PS THERE'S A bit of white in this Bruegel. how come not the Fall of Icarus?
it was said tongue in cheek, of course! 'the triumph of death' is the picture that J. Edgar Hoover looks at in the first chapter of underworld (and it is also the title of that chapter).
Can dreams bind one person to another? If the answer to that is yes (putting on my romantic hat)then might not the more disturbing notion also hold true: that we can be bound by a common nightmare, of "us" against "them" (the commies, the jews, muslims, witches, gays..the whole works)?
B, I am not a big fan of the notion 'us' against 'them'. how should I put it? I think there's a place for all under your sun-brella...call it my brand of utopia if you want. and this not to say that I love everyone, merely to say...I love a few and then I let live (or I do't care?)
b...again, just so you know, I joke a lot & according to your own rule you should take me seriously:not. there you go, i pigeonholed myself :) despite my enjoying that precious thought of you taking me seriously, every now and then.
ps...Sounds like I should take more seriously on the don. you are making a constant case for him.
why do you say that, anon, "the precious thought of taking you seriously"? I do take you seriously. Sure, I don't always get what you're saying, but that's a different matter.
"...I love a few and then I let live (or I do't care?)"
that sounds just right!
No, according to the rule (which was said tongue-in-cheek, of course) don't take anything *I* say seriously.
Dear B,
I had no idea you were trying to get me. :) Had I known, I'd have helped, of course, I'd have made it truly difficult :) Flattered by that thought, though.
But, ah, now I get you...too bad B, cause many times one would feel tempted (to take you seriously, i.e.)
btw...meant to ask...how are we doing on that honesty piece? i took you seriously you were going to give it your {relative?) thoughts. And what's this ken irby thing of yours? (I'm not saying I don't like him0
what honesty piece? i can't write anything about honesty, honestly. I don't think I've ever used the word in a conversation..maybe not for 20 years anyway. I wonder if the word makes its presence here on the blog?
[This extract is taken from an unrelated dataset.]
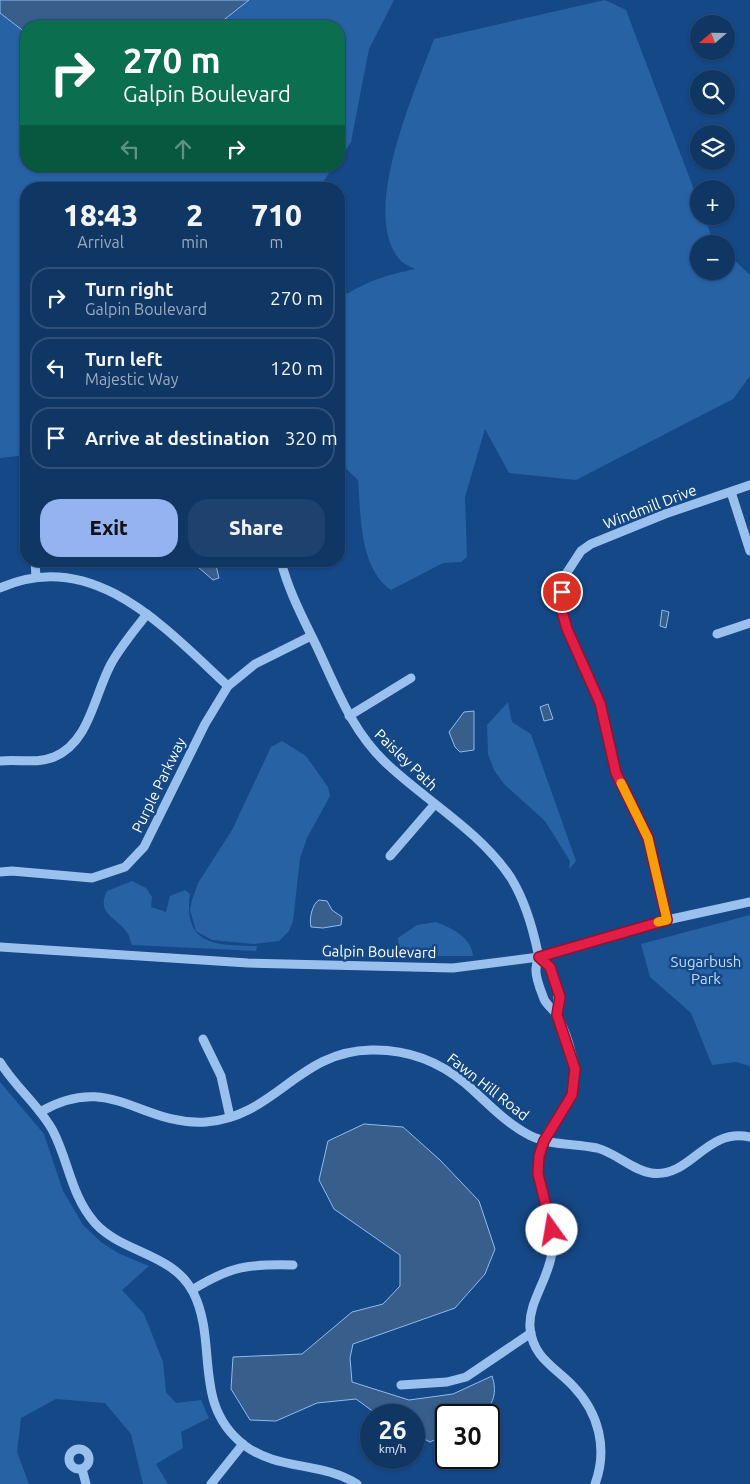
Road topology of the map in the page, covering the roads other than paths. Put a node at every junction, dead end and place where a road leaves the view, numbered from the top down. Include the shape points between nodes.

I'm intrigued.
ken irby..yeah, just something pierre joris mentioned ('nomadics' on my people list). there are moments which are fresh and i like that. small moments, inscribed in memory. that's something. small scale
Ah, B, it's time we played the Memory game (no wonder it's from 2-99). well, you said you, at some point, you were going to write on honesty, maybe this -now past- week.
agreement happens in & on the small moments. :) sunny weekend.
don't remember saying i would! i remember saying i hardly ever use the word. dunno, A, why do you want me to write on honesty? do you have anything in particular in mind?
nothing, in particular. Just your thoughts on honesty or truth, whichever comes more in handy...anyway, It wasn't easy, but here it is:
b
don't think she is that sharp. just honest. honesty on its own isn't that interesting. but when there's craft involved , well..
"B(e) fine soon!"
will do my best, mother.
:-)
thanks for the well-wishes, A (gosh, that's sucha cumbersome phrase, it can't be right!)
10:03 PM
A said...
Man-cub or mother, dear son? Am getting lost in play, here (Um, you really amended the meanings of this word for me). :)
Yes, do put those quotes. And, please, do dwell on that honesty thingy of yours. Sounds fascinating already.
6:22 PM
billoo said...
maybe later, A. backlog of work and still a bit under the weather.